## [Assignment]
All of these records need to be duplicated exactly.

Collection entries

---------------

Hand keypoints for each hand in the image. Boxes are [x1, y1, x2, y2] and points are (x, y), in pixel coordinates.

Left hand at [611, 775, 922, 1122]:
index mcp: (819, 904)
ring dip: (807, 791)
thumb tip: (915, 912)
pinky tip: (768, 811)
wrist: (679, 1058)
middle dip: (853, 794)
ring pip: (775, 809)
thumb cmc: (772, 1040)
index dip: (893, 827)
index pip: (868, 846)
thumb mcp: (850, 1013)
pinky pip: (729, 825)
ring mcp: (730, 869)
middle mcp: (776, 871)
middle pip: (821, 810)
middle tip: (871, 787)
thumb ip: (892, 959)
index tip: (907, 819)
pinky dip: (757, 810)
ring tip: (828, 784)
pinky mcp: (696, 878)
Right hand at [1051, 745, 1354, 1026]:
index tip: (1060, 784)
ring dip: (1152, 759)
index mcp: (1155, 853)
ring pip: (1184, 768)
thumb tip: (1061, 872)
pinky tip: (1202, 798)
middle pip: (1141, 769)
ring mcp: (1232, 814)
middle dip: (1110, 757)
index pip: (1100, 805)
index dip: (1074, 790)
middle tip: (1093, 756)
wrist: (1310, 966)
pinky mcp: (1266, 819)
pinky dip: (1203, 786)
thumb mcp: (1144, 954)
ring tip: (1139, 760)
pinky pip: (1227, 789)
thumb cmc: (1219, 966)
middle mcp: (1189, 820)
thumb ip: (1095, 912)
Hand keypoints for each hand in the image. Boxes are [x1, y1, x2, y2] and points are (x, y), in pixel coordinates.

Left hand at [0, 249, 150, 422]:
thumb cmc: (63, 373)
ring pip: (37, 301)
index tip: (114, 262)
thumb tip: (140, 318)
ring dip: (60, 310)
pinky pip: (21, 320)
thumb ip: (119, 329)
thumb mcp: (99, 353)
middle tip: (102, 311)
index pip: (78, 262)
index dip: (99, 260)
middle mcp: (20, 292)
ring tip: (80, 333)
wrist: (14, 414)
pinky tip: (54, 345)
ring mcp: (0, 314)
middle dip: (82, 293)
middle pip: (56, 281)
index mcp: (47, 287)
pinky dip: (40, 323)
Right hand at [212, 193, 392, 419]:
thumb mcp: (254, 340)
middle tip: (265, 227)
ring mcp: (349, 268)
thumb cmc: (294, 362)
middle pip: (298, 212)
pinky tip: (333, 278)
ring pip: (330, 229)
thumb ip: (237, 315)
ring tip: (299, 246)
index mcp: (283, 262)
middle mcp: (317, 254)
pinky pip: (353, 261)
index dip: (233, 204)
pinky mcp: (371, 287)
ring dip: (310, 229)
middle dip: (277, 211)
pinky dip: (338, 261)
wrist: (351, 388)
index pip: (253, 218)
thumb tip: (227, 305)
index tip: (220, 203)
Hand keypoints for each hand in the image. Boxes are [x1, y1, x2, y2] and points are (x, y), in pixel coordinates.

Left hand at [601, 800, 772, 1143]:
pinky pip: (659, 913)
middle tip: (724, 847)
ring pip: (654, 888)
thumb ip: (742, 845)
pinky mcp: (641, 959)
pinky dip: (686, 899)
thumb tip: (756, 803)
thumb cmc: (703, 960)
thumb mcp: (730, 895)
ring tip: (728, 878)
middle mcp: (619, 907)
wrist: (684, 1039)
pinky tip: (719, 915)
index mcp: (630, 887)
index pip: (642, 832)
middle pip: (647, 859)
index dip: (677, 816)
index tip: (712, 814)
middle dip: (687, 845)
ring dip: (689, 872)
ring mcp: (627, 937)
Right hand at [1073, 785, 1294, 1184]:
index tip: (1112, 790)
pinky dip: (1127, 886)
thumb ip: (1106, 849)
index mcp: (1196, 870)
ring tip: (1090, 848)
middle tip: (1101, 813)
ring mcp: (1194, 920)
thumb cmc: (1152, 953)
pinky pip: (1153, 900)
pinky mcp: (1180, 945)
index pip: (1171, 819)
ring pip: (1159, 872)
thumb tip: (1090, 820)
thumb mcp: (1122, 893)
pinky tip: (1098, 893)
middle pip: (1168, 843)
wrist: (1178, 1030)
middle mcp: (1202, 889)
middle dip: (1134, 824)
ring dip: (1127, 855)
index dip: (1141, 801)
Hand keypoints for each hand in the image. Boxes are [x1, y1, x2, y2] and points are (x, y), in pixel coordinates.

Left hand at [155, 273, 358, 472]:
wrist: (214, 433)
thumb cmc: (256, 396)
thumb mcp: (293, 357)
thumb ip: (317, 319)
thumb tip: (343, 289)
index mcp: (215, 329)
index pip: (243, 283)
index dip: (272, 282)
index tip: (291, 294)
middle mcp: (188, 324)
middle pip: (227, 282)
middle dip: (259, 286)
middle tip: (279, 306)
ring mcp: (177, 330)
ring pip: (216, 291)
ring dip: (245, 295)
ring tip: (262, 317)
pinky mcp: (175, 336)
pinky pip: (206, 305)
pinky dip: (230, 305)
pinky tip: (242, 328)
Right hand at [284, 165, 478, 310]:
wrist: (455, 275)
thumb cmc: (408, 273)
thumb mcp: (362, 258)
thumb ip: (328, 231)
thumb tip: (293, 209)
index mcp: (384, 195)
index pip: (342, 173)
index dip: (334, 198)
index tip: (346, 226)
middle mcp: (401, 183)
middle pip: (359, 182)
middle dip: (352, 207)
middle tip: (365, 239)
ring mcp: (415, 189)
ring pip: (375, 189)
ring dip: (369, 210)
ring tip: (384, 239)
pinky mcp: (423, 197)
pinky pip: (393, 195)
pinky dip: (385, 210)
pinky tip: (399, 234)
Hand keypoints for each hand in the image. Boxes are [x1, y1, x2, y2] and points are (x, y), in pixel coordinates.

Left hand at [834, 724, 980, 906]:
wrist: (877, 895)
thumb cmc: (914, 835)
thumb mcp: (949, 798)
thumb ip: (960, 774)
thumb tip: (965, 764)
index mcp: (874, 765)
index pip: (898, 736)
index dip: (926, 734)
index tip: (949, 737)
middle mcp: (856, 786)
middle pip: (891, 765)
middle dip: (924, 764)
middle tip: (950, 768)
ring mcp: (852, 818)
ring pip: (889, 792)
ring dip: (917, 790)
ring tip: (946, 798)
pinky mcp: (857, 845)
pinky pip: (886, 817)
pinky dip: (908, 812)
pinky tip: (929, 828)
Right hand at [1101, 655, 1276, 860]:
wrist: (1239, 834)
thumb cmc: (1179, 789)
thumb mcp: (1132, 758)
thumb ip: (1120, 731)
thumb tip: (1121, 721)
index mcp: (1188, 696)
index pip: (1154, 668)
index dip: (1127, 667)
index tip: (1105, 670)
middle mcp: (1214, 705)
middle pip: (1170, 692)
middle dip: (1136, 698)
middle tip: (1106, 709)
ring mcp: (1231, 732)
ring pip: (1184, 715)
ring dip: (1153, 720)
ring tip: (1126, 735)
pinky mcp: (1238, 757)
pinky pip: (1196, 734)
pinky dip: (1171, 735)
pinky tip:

---------------

## [Written solution]
Hand keypoints for each hand in the image. Boxes are [x1, y1, x2, y2] and points are (x, y), in pixel coordinates.

Left hand at [611, 775, 922, 1122]:
index mcp: (819, 904)
ring dip: (807, 791)
thumb tip: (915, 912)
pinky tip: (768, 811)
wrist: (679, 1058)
middle dip: (853, 794)
ring pip: (775, 809)
thumb cmc: (772, 1040)
index dip: (893, 827)
index pip: (868, 846)
thumb mcp: (850, 1013)
pinky pip: (729, 825)
ring mcp: (730, 869)
middle mcp: (776, 871)
middle pip: (821, 810)
middle tip: (871, 787)
thumb ip: (892, 959)
index tip: (907, 819)
pinky dip: (757, 810)
ring tip: (828, 784)
pinky mcp: (696, 878)
Right hand at [1051, 745, 1354, 1026]:
index tip: (1060, 784)
ring dip: (1152, 759)
index mcp: (1155, 853)
ring pip: (1184, 768)
thumb tip: (1061, 872)
pinky tip: (1202, 798)
middle pip: (1141, 769)
ring mcp: (1232, 814)
middle dip: (1110, 757)
index pip: (1100, 805)
index dip: (1074, 790)
middle tip: (1093, 756)
wrist: (1310, 966)
pinky mcp: (1266, 819)
pinky dip: (1203, 786)
thumb mcp: (1144, 954)
ring tip: (1139, 760)
pinky pip: (1227, 789)
thumb cmc: (1219, 966)
middle mcp: (1189, 820)
thumb ip: (1095, 912)
Hand keypoints for each hand in the image. Boxes are [x1, y1, x2, y2] and points are (x, y), in pixel coordinates.

Left hand at [0, 249, 150, 422]:
thumb cmc: (63, 373)
ring pip: (37, 301)
index tip: (114, 262)
thumb tip: (140, 318)
ring dip: (60, 310)
pinky pip: (21, 320)
thumb ip: (119, 329)
thumb mcp: (99, 353)
middle tip: (102, 311)
index pip: (78, 262)
index dip: (99, 260)
middle mcp: (20, 292)
ring tip: (80, 333)
wrist: (14, 414)
pinky tip: (54, 345)
ring mcp: (0, 314)
middle dip: (82, 293)
middle pip: (56, 281)
index mcp: (47, 287)
pinky dip: (40, 323)
Right hand at [212, 193, 392, 419]:
thumb mcp: (254, 340)
middle tip: (265, 227)
ring mcp: (349, 268)
thumb cmc: (294, 362)
middle pip: (298, 212)
pinky tip: (333, 278)
ring pip: (330, 229)
thumb ip: (237, 315)
ring tip: (299, 246)
index mcp: (283, 262)
middle mcp: (317, 254)
pinky pip: (353, 261)
index dip: (233, 204)
pinky mcp: (371, 287)
ring dip: (310, 229)
middle dip: (277, 211)
pinky dip: (338, 261)
wrist: (351, 388)
index pip: (253, 218)
thumb tip: (227, 305)
index tip: (220, 203)
Hand keypoints for each hand in the image. Boxes are [x1, y1, x2, y2] and points are (x, y), in pixel coordinates.

Left hand at [601, 800, 772, 1143]:
pinky pip: (659, 913)
middle tip: (724, 847)
ring pip: (654, 888)
thumb ip: (742, 845)
pinky mcp: (641, 959)
pinky dip: (686, 899)
thumb tip: (756, 803)
thumb cmc: (703, 960)
thumb mcp: (730, 895)
ring tip: (728, 878)
middle mcp: (619, 907)
wrist: (684, 1039)
pinky tip: (719, 915)
index mcp: (630, 887)
index pip: (642, 832)
middle pip: (647, 859)
index dip: (677, 816)
index tip: (712, 814)
middle dip: (687, 845)
ring dip: (689, 872)
ring mcp: (627, 937)
Right hand at [1073, 785, 1294, 1184]:
index tip: (1112, 790)
pinky dip: (1127, 886)
thumb ip: (1106, 849)
index mcp: (1196, 870)
ring tip: (1090, 848)
middle tip: (1101, 813)
ring mcp: (1194, 920)
thumb cmc: (1152, 953)
pinky pip: (1153, 900)
pinky mcp: (1180, 945)
index pip: (1171, 819)
ring pip: (1159, 872)
thumb tip: (1090, 820)
thumb mcp: (1122, 893)
pinky tip: (1098, 893)
middle pip: (1168, 843)
wrist: (1178, 1030)
middle mcp: (1202, 889)
middle dip: (1134, 824)
ring dip: (1127, 855)
index dip: (1141, 801)
Hand keypoints for each hand in the image. Boxes are [x1, y1, x2, y2] and points are (x, y), in pixel coordinates.

Left hand at [155, 273, 358, 472]:
wrist: (214, 433)
thumb cmc: (256, 396)
thumb mcp: (293, 357)
thumb ip: (317, 319)
thumb tip: (343, 289)
index mcp: (215, 329)
index pip: (243, 283)
index dip: (272, 282)
index tip: (291, 294)
middle mcp: (188, 324)
middle pip: (227, 282)
middle dip: (259, 286)
middle tip: (279, 306)
ring mcp: (177, 330)
ring pip: (216, 291)
ring dip: (245, 295)
ring tip: (262, 317)
pinky mcp: (175, 336)
pinky pip: (206, 305)
pinky dip: (230, 305)
pinky tip: (242, 328)
Right hand at [284, 165, 478, 310]:
wrist: (455, 275)
thumb cmc: (408, 273)
thumb mcp: (362, 258)
thumb ip: (328, 231)
thumb tip: (293, 209)
index mcp: (384, 195)
index pip: (342, 173)
index dip: (334, 198)
index tip: (346, 226)
middle mcp: (401, 183)
middle pip: (359, 182)
middle dip: (352, 207)
middle tip: (365, 239)
ring mcp: (415, 189)
ring pip: (375, 189)
ring dip: (369, 210)
ring tip: (384, 239)
pinky mcp: (423, 197)
pinky pip: (393, 195)
pinky dip: (385, 210)
pinky tip: (399, 234)
Hand keypoints for each hand in the image. Boxes are [x1, y1, x2, y2] and points are (x, y), in pixel coordinates.

Left hand at [834, 724, 980, 906]:
wrist: (877, 895)
thumb cmc: (914, 835)
thumb mcp: (949, 798)
thumb ip: (960, 774)
thumb tip: (965, 764)
index mcp: (874, 765)
index pip: (898, 736)
index dip: (926, 734)
index tip: (949, 737)
middle mcp: (856, 786)
middle pip: (891, 765)
middle dip: (924, 764)
middle tip: (950, 768)
ring mcp: (852, 818)
ring pip: (889, 792)
ring dip: (917, 790)
ring tip: (946, 798)
pinky mcp: (857, 845)
pinky pip: (886, 817)
pinky dip: (908, 812)
pinky tip: (929, 828)
Right hand at [1101, 655, 1276, 860]:
wrist: (1239, 834)
thumb cmc: (1179, 789)
thumb mcp: (1132, 758)
thumb ip: (1120, 731)
thumb tip: (1121, 721)
index mcp: (1188, 696)
index pip: (1154, 668)
index dip: (1127, 667)
index tip: (1105, 670)
middle mcp: (1214, 705)
middle pip: (1170, 692)
middle dip: (1136, 698)
middle tip: (1106, 709)
ring mcp: (1231, 732)
ring pip: (1184, 715)
ring dip: (1153, 720)
ring tip: (1126, 735)
pinky mcp: (1238, 757)
pinky pip: (1196, 734)
pinky dip: (1171, 735)
pinky tip:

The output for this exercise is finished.